As a result of their 25-year career as a band, AFI’s newest album, “The Blood Album” showcases their artistic growth. This is the band’s 11th album; and although they have changed throughout the years, the band is as successful as ever.
The tracks are independent expressions of their state as a band today, covering a multitude of emotions and style. The final track, “The Wind That Carries Me Away” displays a draw stylistically from previous albums. The track contains poetic and melancholic harmonies brandishing long notes, a somber melody and gothic tones, as heard on the band’s 2003 album “Sing the Sorrow” with the song “Silver and Cold.”
Though similar, “The Wind that Carries Me Away” expresses something evolved only in part from “Silver and Cold.” Defining the song is a soft rock and blues bass and guitar that builds in the long vocal notes from the band’s singer, Davey Havok, which are clean and clear as they ever have been. This dynamic is the freshest and newest sound on the album and perhaps the newest dynamic in the band’s repertoire up until now.

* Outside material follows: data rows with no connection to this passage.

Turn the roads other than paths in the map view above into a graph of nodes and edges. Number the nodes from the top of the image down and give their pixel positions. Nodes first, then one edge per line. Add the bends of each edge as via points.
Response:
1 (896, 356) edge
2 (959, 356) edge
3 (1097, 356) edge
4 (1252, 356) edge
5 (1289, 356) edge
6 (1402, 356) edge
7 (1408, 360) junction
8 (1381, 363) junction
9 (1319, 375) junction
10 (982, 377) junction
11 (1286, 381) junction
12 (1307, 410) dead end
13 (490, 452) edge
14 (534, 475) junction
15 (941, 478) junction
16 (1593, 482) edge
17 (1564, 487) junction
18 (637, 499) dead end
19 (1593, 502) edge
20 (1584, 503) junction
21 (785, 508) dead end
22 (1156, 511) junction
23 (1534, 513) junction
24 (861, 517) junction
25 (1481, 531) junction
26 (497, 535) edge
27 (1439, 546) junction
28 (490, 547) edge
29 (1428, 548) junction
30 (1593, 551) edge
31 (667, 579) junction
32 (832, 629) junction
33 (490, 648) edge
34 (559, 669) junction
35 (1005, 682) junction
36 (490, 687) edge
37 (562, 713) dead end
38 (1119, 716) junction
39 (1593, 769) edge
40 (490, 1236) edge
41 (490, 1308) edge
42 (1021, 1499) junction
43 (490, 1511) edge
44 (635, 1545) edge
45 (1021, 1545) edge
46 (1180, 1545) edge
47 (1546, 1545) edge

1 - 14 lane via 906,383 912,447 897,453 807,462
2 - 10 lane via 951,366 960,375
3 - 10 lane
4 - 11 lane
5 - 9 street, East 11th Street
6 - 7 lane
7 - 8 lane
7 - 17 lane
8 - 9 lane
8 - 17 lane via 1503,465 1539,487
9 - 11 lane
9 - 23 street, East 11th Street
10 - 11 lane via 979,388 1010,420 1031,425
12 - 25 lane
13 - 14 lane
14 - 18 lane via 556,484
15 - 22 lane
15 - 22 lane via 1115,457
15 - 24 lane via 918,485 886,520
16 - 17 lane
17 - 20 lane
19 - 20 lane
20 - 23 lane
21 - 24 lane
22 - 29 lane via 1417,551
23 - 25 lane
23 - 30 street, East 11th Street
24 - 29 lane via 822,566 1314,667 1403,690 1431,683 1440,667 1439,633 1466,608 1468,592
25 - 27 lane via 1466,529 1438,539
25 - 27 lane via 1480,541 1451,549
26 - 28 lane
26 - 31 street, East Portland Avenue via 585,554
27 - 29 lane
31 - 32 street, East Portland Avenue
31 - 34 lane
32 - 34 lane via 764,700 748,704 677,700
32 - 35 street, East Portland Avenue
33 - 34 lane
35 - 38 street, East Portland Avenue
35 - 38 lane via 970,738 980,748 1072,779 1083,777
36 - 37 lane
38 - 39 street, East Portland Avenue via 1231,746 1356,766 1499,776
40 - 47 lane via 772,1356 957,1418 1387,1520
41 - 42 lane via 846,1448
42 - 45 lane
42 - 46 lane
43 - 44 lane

“We're trying to encapsulate the essence of what we are as a band on every album we make; our sound has evolved and progressed along with us. Each album is an expression of who we are and where we were at that time. I think the themes on this record are about us and where we are as a band,” said Hunter Burgan, the band’s bassist, according to an interview with “The Independent.”
Key to the point of where their sound was versus where it is today is not a short story. As an overview, it begins with the band’s former member Mark Stopholese, who served in the band as their lead guitarist during the early and mid-nineties. He was a guiding force in the band’s 90’s punk style. It isn’t until after Stopholese leaves that the band’s contemporary sound begins to take hold. The driving force is due in part to his replacement, Jade Puget.

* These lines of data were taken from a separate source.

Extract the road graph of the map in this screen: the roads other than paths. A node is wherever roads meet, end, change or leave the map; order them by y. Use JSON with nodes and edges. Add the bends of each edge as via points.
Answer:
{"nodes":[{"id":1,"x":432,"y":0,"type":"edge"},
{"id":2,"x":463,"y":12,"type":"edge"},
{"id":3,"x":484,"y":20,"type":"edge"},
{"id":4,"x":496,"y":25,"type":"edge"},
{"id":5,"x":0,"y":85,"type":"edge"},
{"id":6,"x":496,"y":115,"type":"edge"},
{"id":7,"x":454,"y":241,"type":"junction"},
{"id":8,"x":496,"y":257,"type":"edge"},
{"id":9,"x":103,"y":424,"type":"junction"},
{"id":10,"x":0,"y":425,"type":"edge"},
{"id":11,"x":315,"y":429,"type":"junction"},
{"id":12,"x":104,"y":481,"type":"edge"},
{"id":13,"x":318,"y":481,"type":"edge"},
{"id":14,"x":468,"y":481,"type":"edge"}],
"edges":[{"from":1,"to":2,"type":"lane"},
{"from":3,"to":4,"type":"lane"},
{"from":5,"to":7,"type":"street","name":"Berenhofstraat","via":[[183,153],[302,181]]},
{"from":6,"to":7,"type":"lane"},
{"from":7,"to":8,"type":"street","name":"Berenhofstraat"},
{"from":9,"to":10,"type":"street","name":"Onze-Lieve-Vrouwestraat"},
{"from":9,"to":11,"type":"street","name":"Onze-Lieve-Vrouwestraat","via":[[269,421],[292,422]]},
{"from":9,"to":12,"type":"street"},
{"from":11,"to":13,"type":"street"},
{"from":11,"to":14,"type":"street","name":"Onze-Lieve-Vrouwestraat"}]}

Puget had been friends with the band for years before their first steps into fame with Stopholese. After Puget joins, “Black Sails in the Sunset” and “The Art of Drowning” come out one after the other, first in 1999 and then in 2000. The change is only a baby step away from punk compared to the jump the band would take towards its contemporary style with the release of “Sing the Sorrow,” under the DreamWorks label in 2003. The tracks “Girls not Grey,” “The Leaving Song Part 2” and “Silver and Cold” take the band into the mainstream, the album landing number 5 on the Billboard 200 in 2003 and eventually becoming a certified platinum album in the U.S. and Canada.
However, the band keeps itself in the realm of punk until the bitter end, alongside other groups such as “The Offspring,” “Blink 182” and “Rise Against.” “The Art of Drowning” embraced subgenres of punk, like skate, hardcore and melodic punk, but ultimately “Sing the Sorrow” is the departure from the band’s previous material and is its sudden and immediate step into post-hardcore and emo genres.

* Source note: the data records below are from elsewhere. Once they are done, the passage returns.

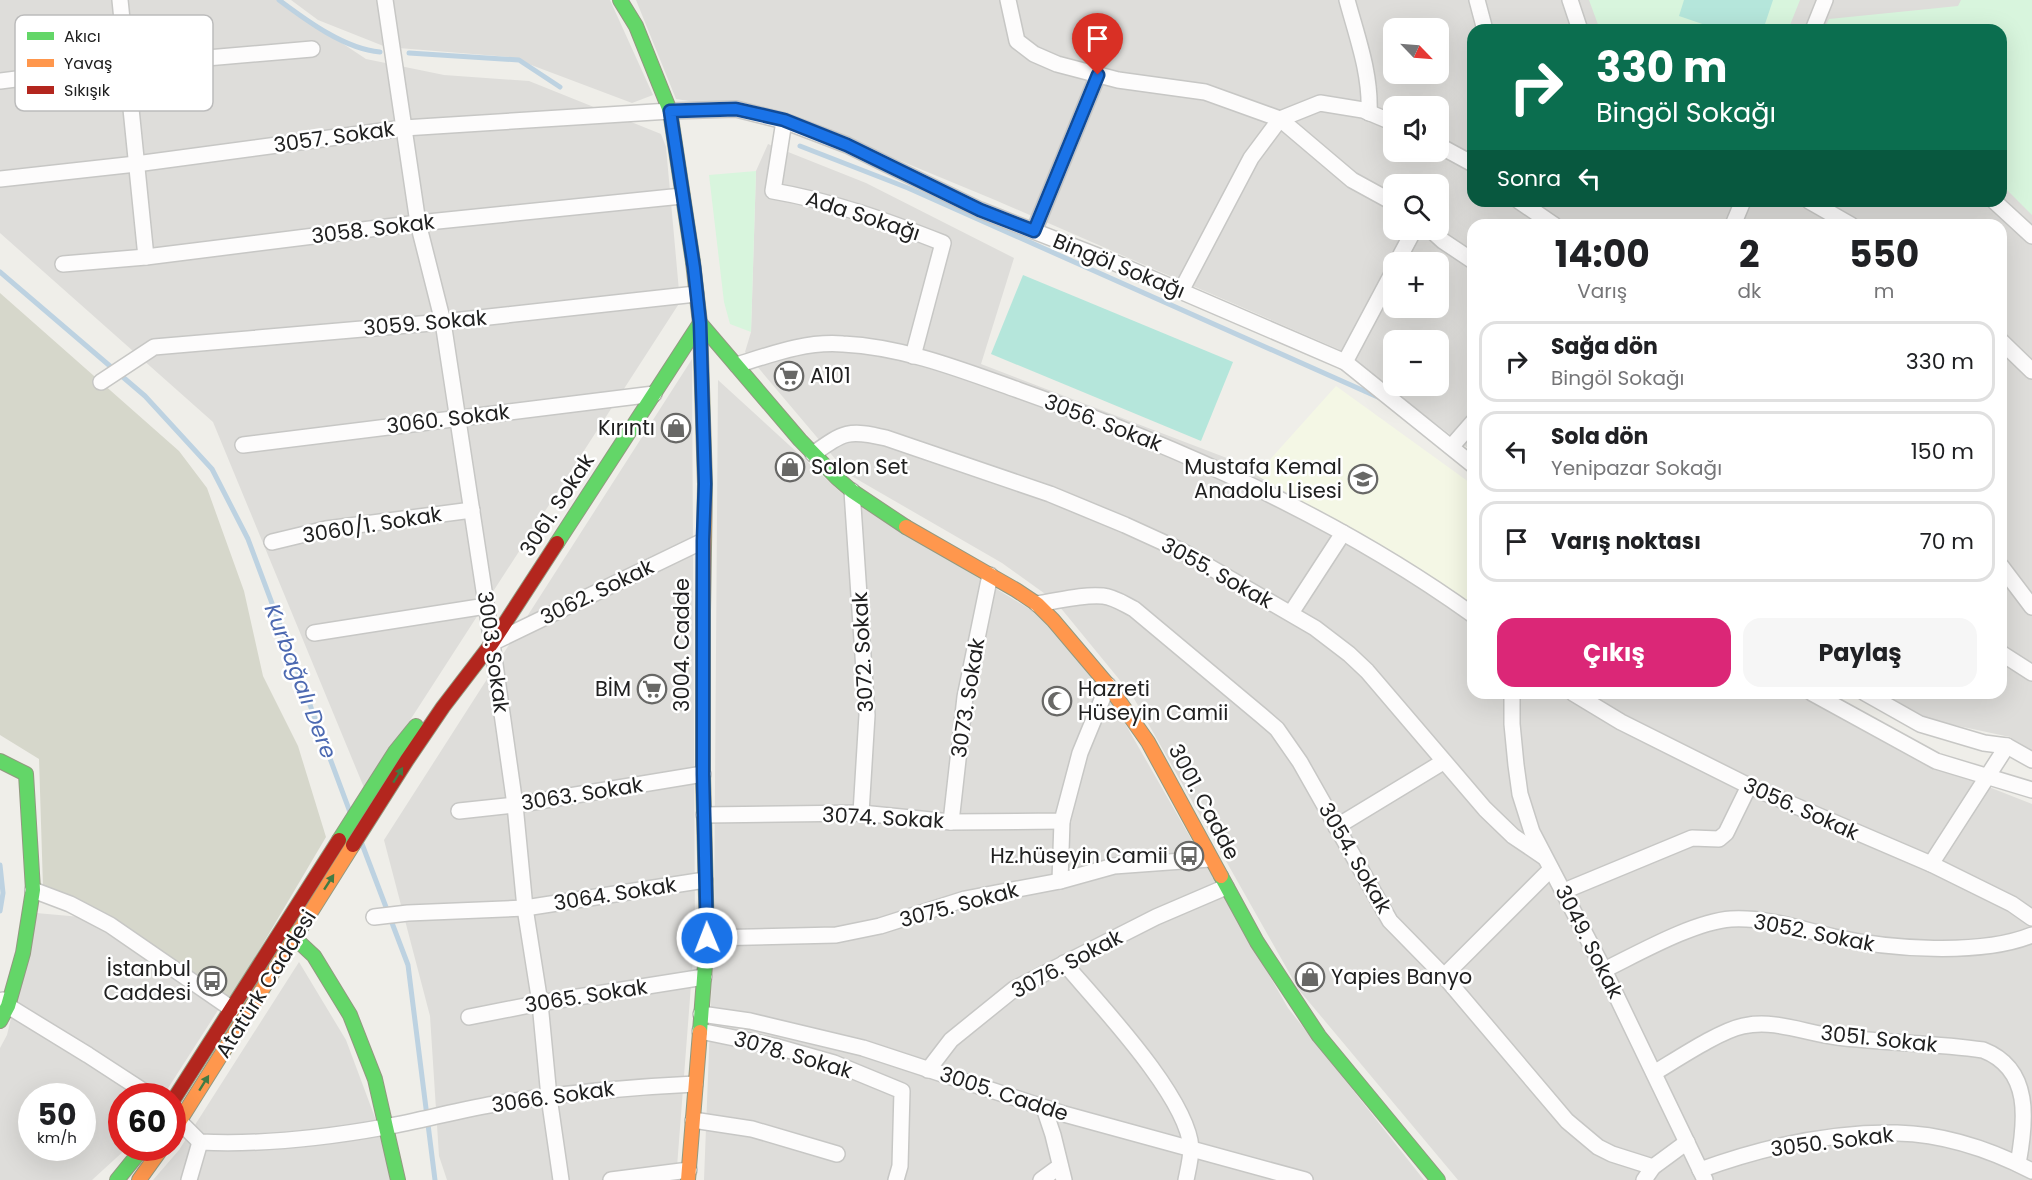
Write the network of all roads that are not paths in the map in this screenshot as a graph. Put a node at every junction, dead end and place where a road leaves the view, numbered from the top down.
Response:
1 (120, 0) edge
2 (620, 0) edge
3 (1008, 0) edge
4 (1347, 0) edge
5 (1477, 0) edge
6 (1570, 0) edge
7 (1825, 0) edge
8 (382, 2) edge
9 (121, 15) edge
10 (1483, 24) edge
11 (1578, 24) edge
12 (1815, 24) edge
13 (312, 49) dead end
14 (213, 58) edge
15 (1098, 75) junction
16 (15, 79) edge
17 (0, 81) edge
18 (131, 111) edge
19 (670, 111) junction
20 (1369, 112) junction
21 (1383, 118) edge
22 (1280, 119) junction
23 (784, 120) junction
24 (404, 128) junction
25 (1449, 151) edge
26 (1467, 161) edge
27 (136, 164) junction
28 (0, 179) edge
29 (682, 196) junction
30 (1383, 197) edge
31 (1528, 207) edge
32 (1818, 207) edge
33 (2001, 207) edge
34 (1545, 219) edge
35 (1837, 219) edge
36 (418, 223) junction
37 (1034, 231) junction
38 (2032, 236) edge
39 (1441, 240) edge
40 (146, 257) junction
41 (1467, 257) edge
42 (63, 264) dead end
43 (1181, 291) junction
44 (1383, 291) edge
45 (696, 294) junction
46 (443, 322) junction
47 (700, 323) junction
48 (2007, 347) edge
49 (914, 356) junction
50 (1345, 362) junction
51 (737, 365) junction
52 (2032, 371) edge
53 (101, 382) dead end
54 (654, 394) junction
55 (458, 418) junction
56 (1467, 429) edge
57 (243, 445) dead end
58 (1452, 446) junction
59 (813, 453) junction
60 (1467, 460) edge
61 (852, 491) junction
62 (472, 510) junction
63 (1342, 533) junction
64 (703, 541) junction
65 (272, 542) dead end
66 (2007, 574) edge
67 (990, 575) junction
68 (1036, 604) junction
69 (486, 606) junction
70 (2032, 607) edge
71 (1467, 611) edge
72 (1291, 613) junction
73 (314, 633) dead end
74 (492, 643) junction
75 (2007, 657) edge
76 (2032, 673) edge
77 (1108, 685) junction
78 (1512, 699) edge
79 (1583, 699) edge
80 (1823, 699) edge
81 (1876, 699) edge
82 (443, 707) junction
83 (2002, 753) junction
84 (2032, 760) edge
85 (0, 761) edge
86 (1443, 762) junction
87 (703, 774) junction
88 (1987, 777) junction
89 (1749, 786) junction
90 (2032, 790) edge
91 (515, 805) junction
92 (459, 812) dead end
93 (861, 813) junction
94 (704, 815) junction
95 (1062, 821) junction
96 (951, 822) junction
97 (1336, 827) junction
98 (1210, 859) junction
99 (1548, 863) junction
100 (1931, 864) junction
101 (705, 880) junction
102 (1060, 881) junction
103 (1226, 887) junction
104 (33, 890) junction
105 (1564, 891) junction
106 (525, 908) junction
107 (374, 917) dead end
108 (2032, 918) edge
109 (283, 927) junction
110 (2032, 935) edge
111 (294, 937) junction
112 (707, 938) junction
113 (1064, 963) junction
114 (1604, 970) junction
115 (1444, 976) junction
116 (704, 977) junction
117 (4, 1001) edge
118 (540, 1003) junction
119 (232, 1009) junction
120 (701, 1014) junction
121 (469, 1017) dead end
122 (0, 1022) edge
123 (700, 1031) junction
124 (928, 1070) junction
125 (1654, 1073) junction
126 (131, 1083) edge
127 (184, 1083) edge
128 (695, 1084) junction
129 (549, 1097) junction
130 (186, 1106) edge
131 (1044, 1108) junction
132 (693, 1120) junction
133 (387, 1127) junction
134 (186, 1131) edge
135 (200, 1142) junction
136 (1687, 1142) junction
137 (1191, 1148) junction
138 (837, 1154) dead end
139 (132, 1161) edge
140 (153, 1161) edge
141 (1653, 1167) junction
142 (2025, 1168) edge
143 (1062, 1173) edge
144 (689, 1175) edge
145 (1703, 1175) edge
146 (117, 1180) edge
147 (139, 1180) edge
148 (189, 1180) edge
149 (398, 1180) edge
150 (561, 1180) edge
151 (611, 1180) edge
152 (896, 1180) edge
153 (1041, 1180) edge
154 (1186, 1180) edge
155 (1305, 1180) edge
156 (1438, 1180) edge
157 (1644, 1180) edge

1 - 9 street
2 - 19 main road, 3004. Cadde
3 - 15 street
4 - 20 street
5 - 10 street
6 - 11 street
7 - 12 street
8 - 24 street, 3003. Sokak
13 - 14 street
15 - 22 street
15 - 37 street
16 - 17 street
18 - 27 street
19 - 23 street, Bingöl Sokağı
19 - 24 street, 3057. Sokak
19 - 29 main road, 3004. Cadde
20 - 21 street
20 - 22 street
22 - 30 street
22 - 43 street
23 - 37 street, Bingöl Sokağı
23 - 49 street, Ada Sokağı
24 - 27 street, 3057. Sokak
24 - 36 street, 3003. Sokak
25 - 26 street
27 - 28 street, 3057. Sokak
27 - 40 street
29 - 36 street, 3058. Sokak
29 - 45 main road, 3004. Cadde
31 - 34 street
32 - 35 street
33 - 38 street
36 - 40 street, 3058. Sokak
36 - 46 street, 3003. Sokak
37 - 43 street, Bingöl Sokağı
39 - 41 street
40 - 42 street, 3058. Sokak
43 - 50 street, Bingöl Sokağı
44 - 50 street
45 - 46 street, 3059. Sokak
45 - 47 main road, 3004. Cadde
46 - 53 street, 3059. Sokak
46 - 55 street, 3003. Sokak
47 - 51 main road, 3001. Cadde
47 - 54 main road, 3061. Sokak
47 - 64 main road, 3004. Cadde
48 - 52 street
49 - 51 street, 3056. Sokak
49 - 63 street, 3056. Sokak
50 - 58 street, Bingöl Sokağı
51 - 59 main road, 3001. Cadde
54 - 55 street, 3060. Sokak
54 - 74 main road, 3061. Sokak
55 - 57 street, 3060. Sokak
55 - 62 street, 3003. Sokak
56 - 58 street
58 - 60 street, Bingöl Sokağı
59 - 61 main road, 3001. Cadde
59 - 72 street, 3055. Sokak
61 - 67 main road, 3001. Cadde
61 - 93 street, 3072. Sokak
62 - 65 street, 3060/1. Sokak
62 - 69 street, 3003. Sokak
63 - 71 street, 3056. Sokak
63 - 72 street
64 - 74 street, 3062. Sokak
64 - 87 main road, 3004. Cadde
66 - 70 street
67 - 68 main road, 3001. Cadde
67 - 96 street, 3073. Sokak
68 - 77 main road, 3001. Cadde
68 - 97 street, 3054. Sokak
69 - 73 street
69 - 74 street, 3003. Sokak
72 - 86 street, 3055. Sokak
74 - 82 main road, 3061. Sokak
74 - 91 street, 3003. Sokak
75 - 76 street
77 - 95 street
77 - 98 main road, 3001. Cadde
78 - 99 street, 3049. Sokak
79 - 89 street, 3056. Sokak
80 - 88 street
81 - 83 street
82 - 109 main road, Atatürk Caddesi
111 -> 82 main road, Atatürk Caddesi
83 - 84 street
83 - 88 street
85 - 104 main road
86 - 97 street
86 - 99 street, 3055. Sokak
87 - 91 street, 3063. Sokak
87 - 94 main road, 3004. Cadde
88 - 90 street
88 - 100 street
89 - 100 street, 3056. Sokak
89 - 105 street
91 - 92 street, 3063. Sokak
91 - 106 street, 3003. Sokak
93 - 94 street, 3074. Sokak
93 - 96 street, 3074. Sokak
94 - 101 main road, 3004. Cadde
95 - 96 street, 3074. Sokak
95 - 102 street
97 - 115 street, 3054. Sokak
98 - 102 street, 3075. Sokak
98 - 103 main road, 3001. Cadde
99 - 105 street, 3049. Sokak
99 - 115 street
100 - 108 street, 3056. Sokak
101 - 106 street, 3064. Sokak
101 - 112 main road, 3004. Cadde
102 - 112 street, 3075. Sokak
103 - 113 street, 3076. Sokak
103 - 156 main road, 3001. Cadde
104 - 117 main road
104 - 119 street
105 - 114 street, 3049. Sokak
106 - 107 street, 3064. Sokak
106 - 118 street, 3003. Sokak
109 - 111 main road
109 - 119 main road, Atatürk Caddesi
110 - 114 street, 3052. Sokak
130 -> 111 main road, Atatürk Caddesi
111 - 133 main road
112 - 116 main road, 3004. Cadde
113 - 124 street, 3076. Sokak
113 - 137 street
114 - 125 street, 3049. Sokak
115 - 141 street, 3054. Sokak
116 - 118 street, 3065. Sokak
116 - 120 main road, 3004. Cadde
117 - 122 main road
117 - 126 street
118 - 121 street, 3065. Sokak
118 - 129 street, 3003. Sokak
119 - 127 main road, Atatürk Caddesi
120 - 123 main road, 3004. Cadde
120 - 124 street, 3005. Cadde
123 - 128 main road, 3004. Cadde
123 - 152 street, 3078. Sokak
124 - 131 street, 3005. Cadde
125 - 136 street, 3049. Sokak
125 - 142 street, 3051. Sokak
128 - 129 street, 3066. Sokak
128 - 132 main road, 3004. Cadde
129 - 133 street, 3066. Sokak
129 - 150 street, 3003. Sokak
131 - 137 street, 3005. Cadde
131 - 143 street
132 - 138 street
132 - 144 main road, 3004. Cadde
133 - 135 street
133 - 149 main road
134 - 135 street, Atatürk Caddesi
135 - 148 street
136 - 141 street
136 - 145 street, 3049. Sokak
137 - 154 street
137 - 155 street, 3005. Cadde
139 - 146 main road
140 - 147 main road
141 - 157 street
142 - 145 street, 3050. Sokak
143 - 153 street
144 - 151 street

“The Blood Album” however takes listeners a lot farther from emo and a lot closer to alternative and hard rock.
Their sound has adopted digital expressions of modernity, such as the bands haunting synth sounds heard on every album since “Sing the Sorrow,” and “The Blood Album” is no exception. This commonality first appears on the album “Decemberunderground” in 2006. The tracks that show this trend on their most recent album belong to “Dark Snow,” the first track, and “Feed from the Floor.”
The synthetic tones aside, the album is more saturated in its high-energy rock and crisp and haunting rhythms that keep the band’s style constant. “White Offerings,” “Pink Eyes,” “Hidden Knives” and “Snow Cats” are solid examples of that stylistic nostalgia on “The Art of Drowning,” and “Black Sails in the Sunset.” This signals the bands ability to make new music by reinventing their artistic choices reinforced with the wisdom and talent from the last 25 years.
Ultimately, “The Blood Album” does well to show the band and all its colors. The variety in the track list projects the band’s talent and drive to continue to make new music and stave away any static feelings or style choices in their music.
The album keeps the core of the band’s identity. No one track is the same on the album, but from start to finish, AFI does not hide what they have become and shows everyone just how they got there.